EXERCISE
Write out the entries, please, from the line containing "thumb ip: (1224, 751)" through their final line, exactly and with nothing else.

RECORD EXCERPTS
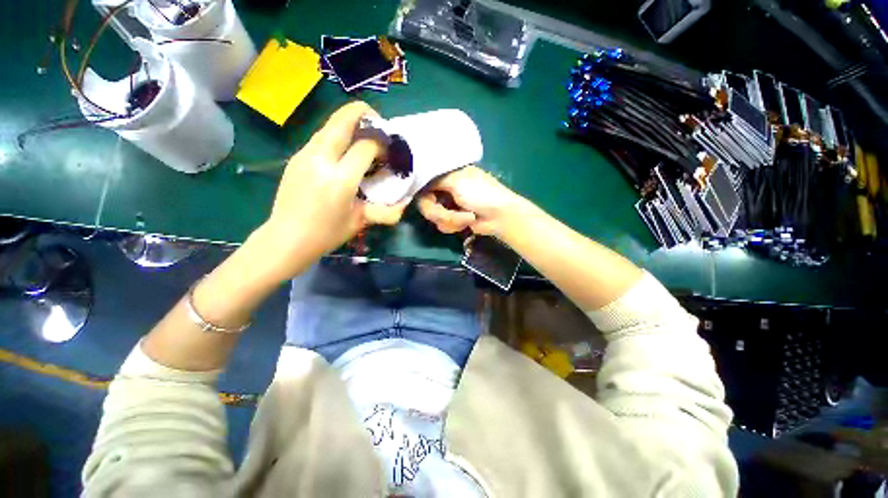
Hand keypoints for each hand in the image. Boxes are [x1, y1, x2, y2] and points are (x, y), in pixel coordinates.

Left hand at [257, 102, 407, 278]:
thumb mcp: (360, 221)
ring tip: (362, 135)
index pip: (365, 146)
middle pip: (342, 121)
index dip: (381, 143)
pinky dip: (337, 135)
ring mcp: (305, 155)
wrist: (286, 238)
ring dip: (349, 123)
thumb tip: (404, 202)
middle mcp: (321, 160)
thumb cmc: (327, 234)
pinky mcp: (297, 157)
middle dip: (363, 113)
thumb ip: (385, 208)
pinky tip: (343, 151)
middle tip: (377, 122)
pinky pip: (320, 137)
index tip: (389, 150)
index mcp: (340, 179)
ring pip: (329, 125)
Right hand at [417, 166, 524, 236]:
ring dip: (450, 219)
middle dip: (439, 212)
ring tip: (467, 218)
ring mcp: (449, 204)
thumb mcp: (457, 181)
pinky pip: (442, 224)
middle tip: (450, 214)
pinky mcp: (453, 219)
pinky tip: (467, 222)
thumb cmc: (481, 194)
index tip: (429, 199)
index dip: (423, 193)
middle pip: (425, 203)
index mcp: (447, 175)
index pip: (423, 182)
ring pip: (433, 216)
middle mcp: (445, 188)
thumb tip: (418, 180)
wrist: (499, 216)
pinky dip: (455, 225)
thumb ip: (435, 179)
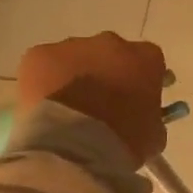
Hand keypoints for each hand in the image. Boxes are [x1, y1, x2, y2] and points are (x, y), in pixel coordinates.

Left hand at [17, 33, 167, 164]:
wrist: (74, 149)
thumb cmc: (123, 142)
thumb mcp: (153, 136)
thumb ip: (152, 118)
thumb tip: (144, 118)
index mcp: (146, 58)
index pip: (148, 62)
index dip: (141, 81)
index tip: (136, 100)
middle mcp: (111, 43)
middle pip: (111, 54)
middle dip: (107, 74)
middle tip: (100, 104)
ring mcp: (72, 46)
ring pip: (75, 57)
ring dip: (74, 76)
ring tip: (67, 109)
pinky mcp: (38, 55)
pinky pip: (44, 65)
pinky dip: (44, 82)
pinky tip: (44, 107)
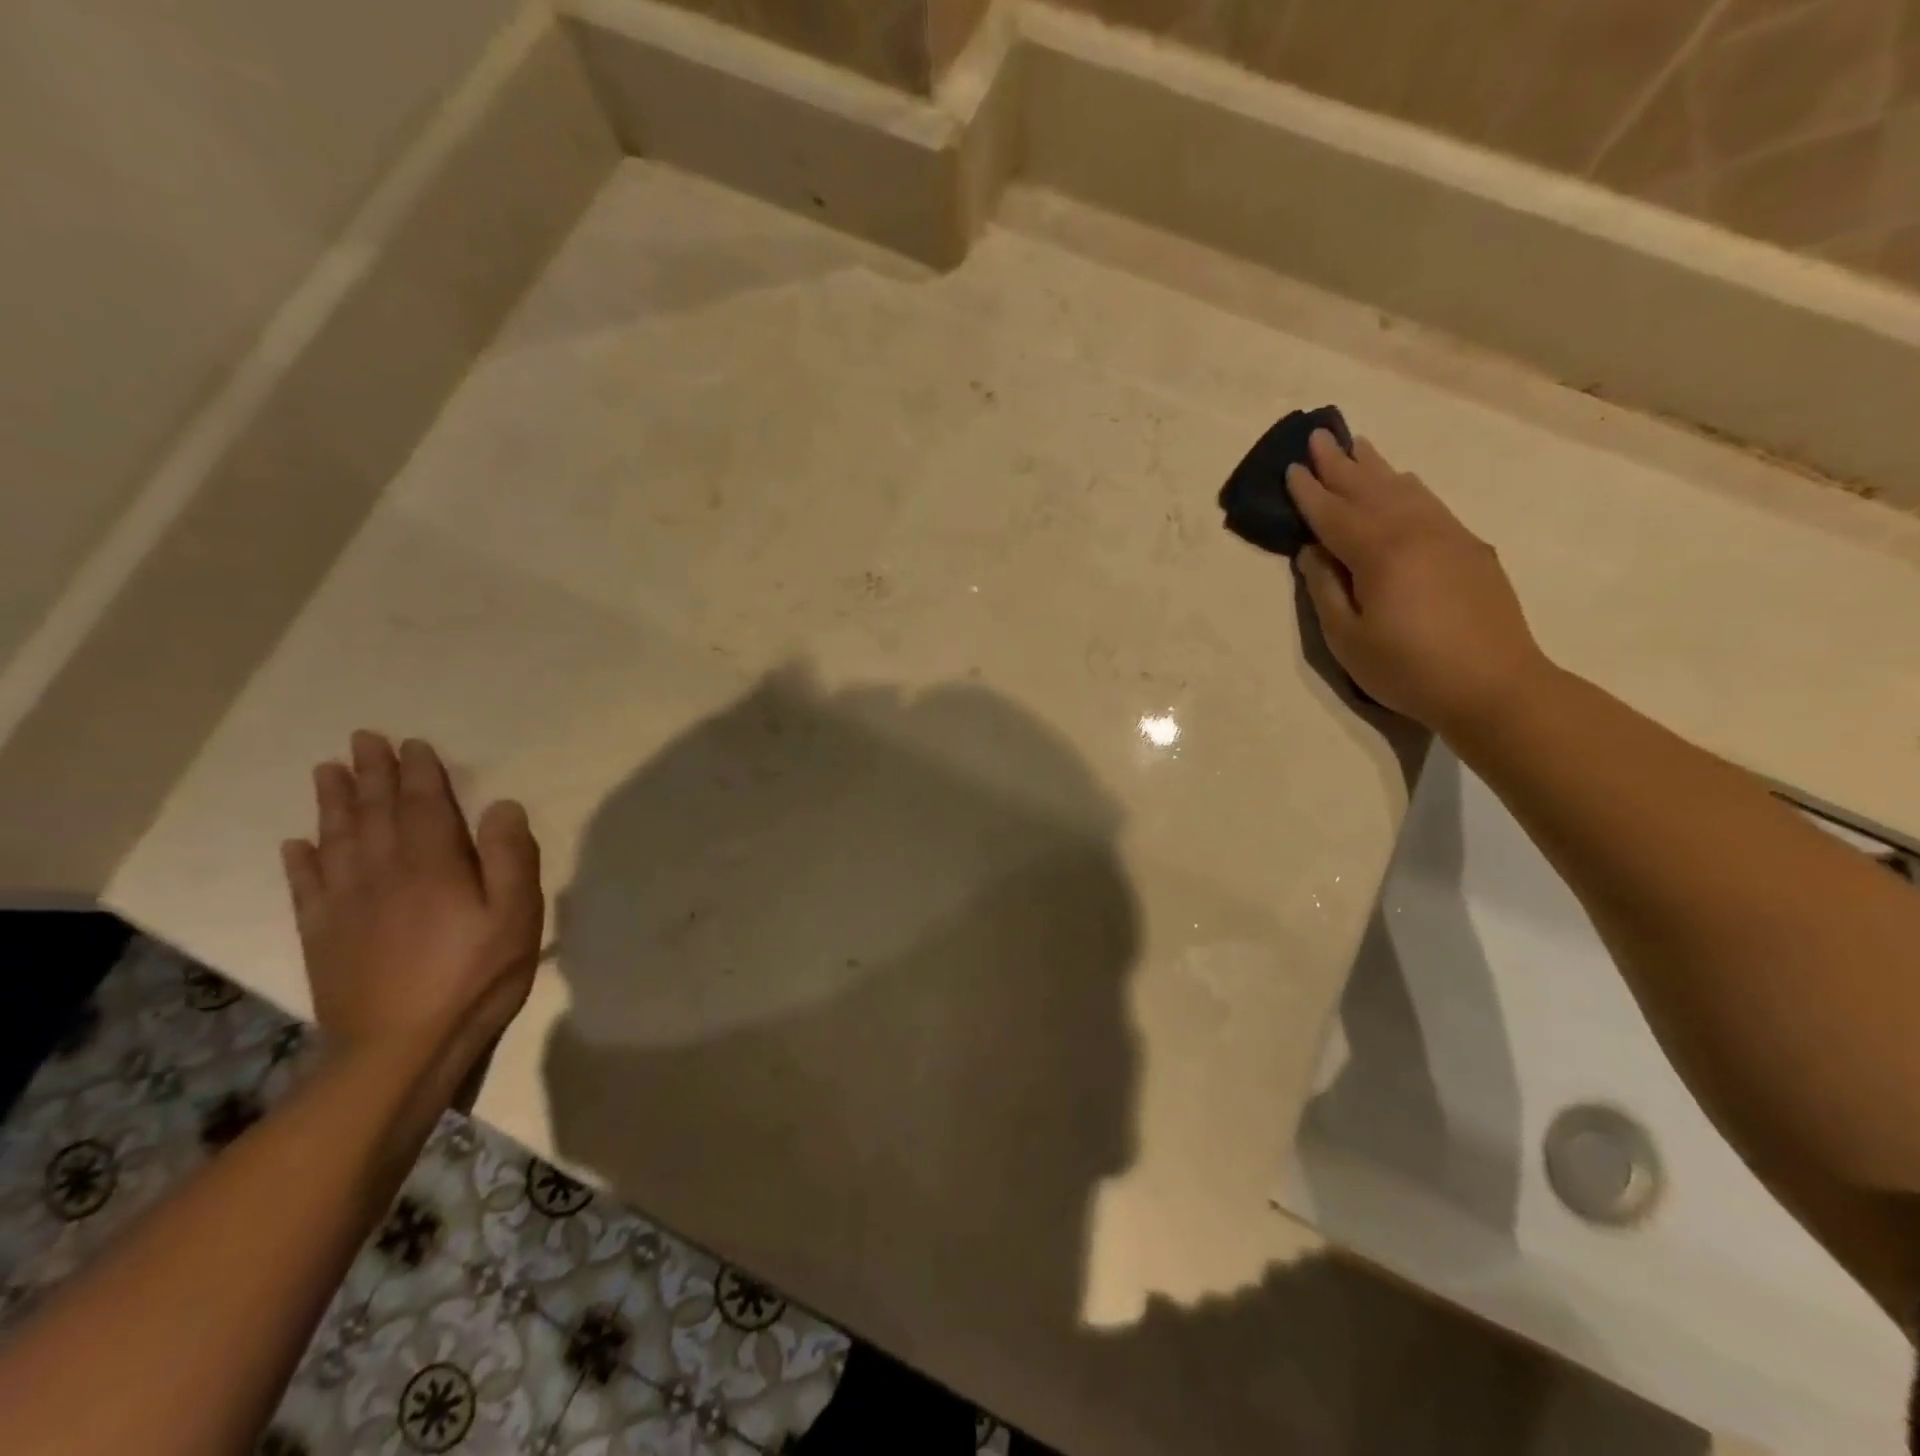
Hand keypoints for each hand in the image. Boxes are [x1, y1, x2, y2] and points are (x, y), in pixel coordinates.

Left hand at [281, 732, 543, 1064]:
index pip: (424, 805)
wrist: (399, 1050)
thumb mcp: (516, 916)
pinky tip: (297, 845)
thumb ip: (510, 857)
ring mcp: (346, 905)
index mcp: (433, 865)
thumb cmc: (474, 978)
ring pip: (337, 840)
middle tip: (361, 740)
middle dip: (371, 774)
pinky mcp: (324, 937)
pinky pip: (307, 888)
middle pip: (375, 813)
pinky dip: (301, 862)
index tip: (410, 743)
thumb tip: (501, 806)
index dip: (419, 772)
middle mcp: (383, 873)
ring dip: (333, 804)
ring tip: (327, 772)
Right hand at [1289, 431, 1549, 734]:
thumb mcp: (1348, 639)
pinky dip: (1408, 487)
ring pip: (1404, 490)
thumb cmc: (1408, 669)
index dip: (1309, 492)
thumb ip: (1326, 589)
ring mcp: (1449, 535)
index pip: (1334, 514)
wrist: (1495, 686)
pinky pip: (1430, 503)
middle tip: (1320, 434)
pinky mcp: (1471, 548)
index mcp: (1380, 553)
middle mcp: (1415, 531)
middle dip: (1341, 463)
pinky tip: (1402, 482)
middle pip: (1370, 489)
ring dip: (1376, 467)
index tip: (1292, 466)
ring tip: (1357, 445)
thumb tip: (1312, 552)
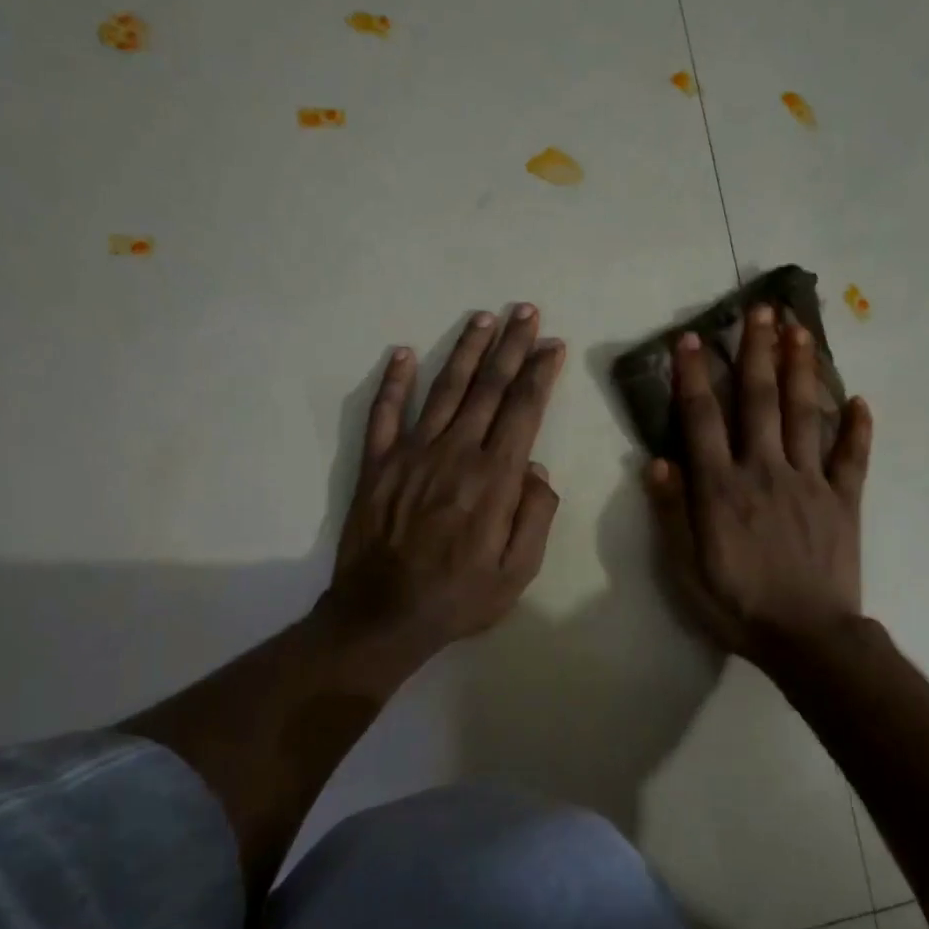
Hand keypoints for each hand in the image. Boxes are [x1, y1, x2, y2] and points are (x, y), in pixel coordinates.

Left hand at [324, 304, 564, 685]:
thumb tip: (537, 470)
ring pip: (443, 390)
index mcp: (493, 478)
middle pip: (487, 388)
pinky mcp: (376, 464)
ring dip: (464, 350)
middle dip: (511, 348)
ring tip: (483, 319)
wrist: (383, 616)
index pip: (522, 411)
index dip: (539, 374)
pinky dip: (392, 381)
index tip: (552, 345)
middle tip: (526, 312)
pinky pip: (384, 413)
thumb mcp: (518, 571)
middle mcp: (454, 453)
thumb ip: (536, 516)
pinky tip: (402, 353)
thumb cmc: (460, 598)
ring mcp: (410, 454)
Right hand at [644, 306, 871, 666]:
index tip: (690, 338)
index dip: (693, 376)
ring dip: (801, 369)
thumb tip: (656, 460)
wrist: (807, 638)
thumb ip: (671, 511)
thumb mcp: (684, 569)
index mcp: (721, 487)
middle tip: (760, 310)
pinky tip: (860, 400)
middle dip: (756, 352)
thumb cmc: (737, 606)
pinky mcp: (845, 500)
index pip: (702, 419)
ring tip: (800, 330)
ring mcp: (810, 482)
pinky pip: (853, 456)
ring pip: (805, 414)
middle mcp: (764, 470)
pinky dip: (858, 427)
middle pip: (759, 400)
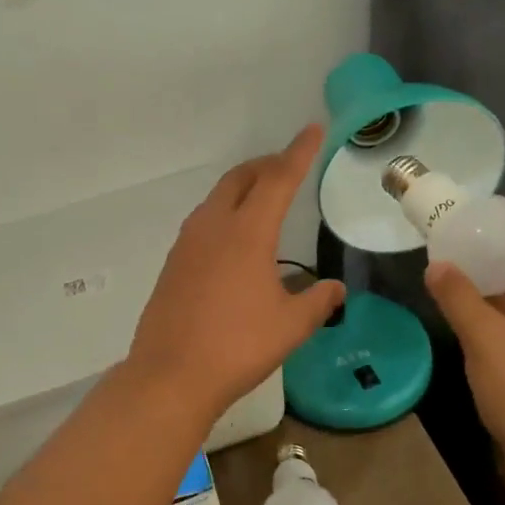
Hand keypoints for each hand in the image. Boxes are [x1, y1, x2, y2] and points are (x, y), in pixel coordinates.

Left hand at [127, 126, 346, 421]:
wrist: (170, 375)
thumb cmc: (238, 347)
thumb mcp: (291, 326)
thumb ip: (318, 301)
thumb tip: (334, 289)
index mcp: (247, 232)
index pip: (279, 179)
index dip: (299, 152)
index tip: (313, 129)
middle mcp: (213, 226)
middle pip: (241, 178)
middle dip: (267, 165)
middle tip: (289, 166)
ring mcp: (187, 243)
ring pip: (218, 197)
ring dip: (243, 187)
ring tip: (265, 198)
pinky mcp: (173, 263)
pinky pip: (203, 221)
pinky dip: (225, 212)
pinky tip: (235, 239)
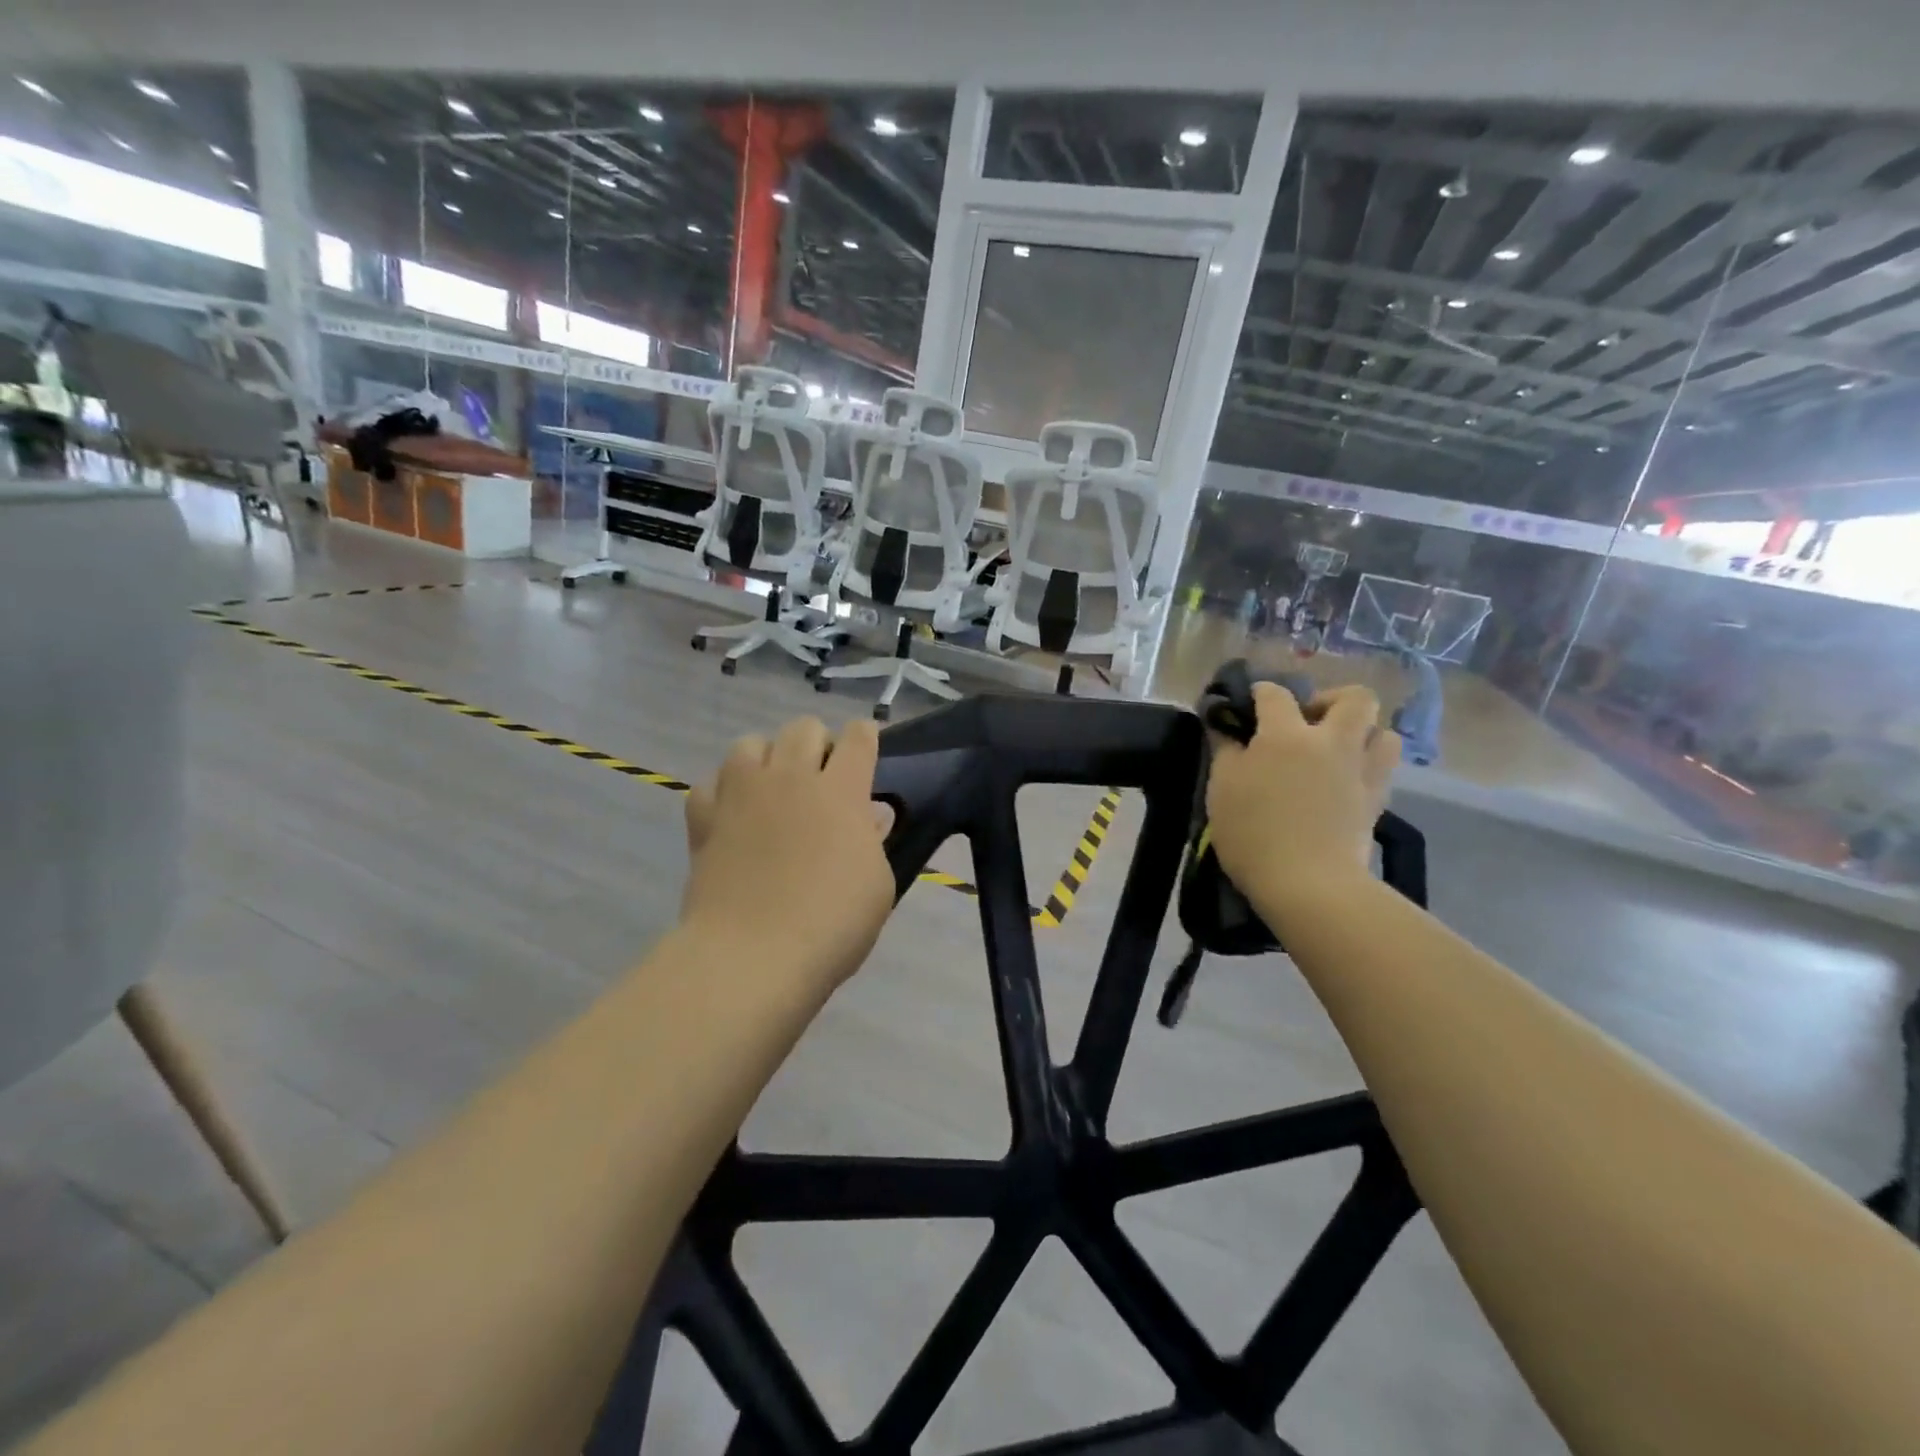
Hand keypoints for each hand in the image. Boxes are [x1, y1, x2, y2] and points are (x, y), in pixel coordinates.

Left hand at [681, 717, 896, 995]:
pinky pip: (710, 782)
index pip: (858, 738)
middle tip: (821, 777)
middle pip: (803, 728)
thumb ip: (873, 841)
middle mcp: (790, 779)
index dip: (866, 736)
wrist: (751, 957)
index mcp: (840, 792)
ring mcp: (741, 794)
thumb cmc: (830, 925)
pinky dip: (722, 791)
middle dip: (818, 742)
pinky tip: (732, 814)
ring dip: (767, 757)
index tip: (867, 747)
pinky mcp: (704, 818)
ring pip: (750, 743)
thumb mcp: (877, 887)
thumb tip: (868, 815)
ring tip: (772, 788)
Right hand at [1205, 683, 1398, 920]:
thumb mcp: (1221, 789)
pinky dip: (1366, 764)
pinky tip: (1343, 780)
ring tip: (1335, 750)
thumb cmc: (1253, 834)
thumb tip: (1225, 727)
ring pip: (1382, 731)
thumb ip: (1224, 751)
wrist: (1308, 884)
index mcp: (1286, 735)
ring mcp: (1360, 770)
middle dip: (1331, 699)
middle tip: (1306, 721)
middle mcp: (1330, 742)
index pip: (1275, 694)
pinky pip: (1383, 767)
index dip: (1259, 692)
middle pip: (1353, 698)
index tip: (1247, 703)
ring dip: (1361, 732)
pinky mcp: (1377, 800)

RESPONSE BOX
thumb ip: (1224, 751)
wrist: (1308, 884)
index mcp: (1286, 735)
ring mcp: (1360, 770)
middle dip: (1331, 699)
middle tip: (1306, 721)
middle mcp: (1330, 742)
index pip: (1275, 694)
pinky pip: (1383, 767)
index dip: (1259, 692)
middle pip: (1353, 698)
index tip: (1247, 703)
ring dip: (1361, 732)
pinky mcp: (1377, 800)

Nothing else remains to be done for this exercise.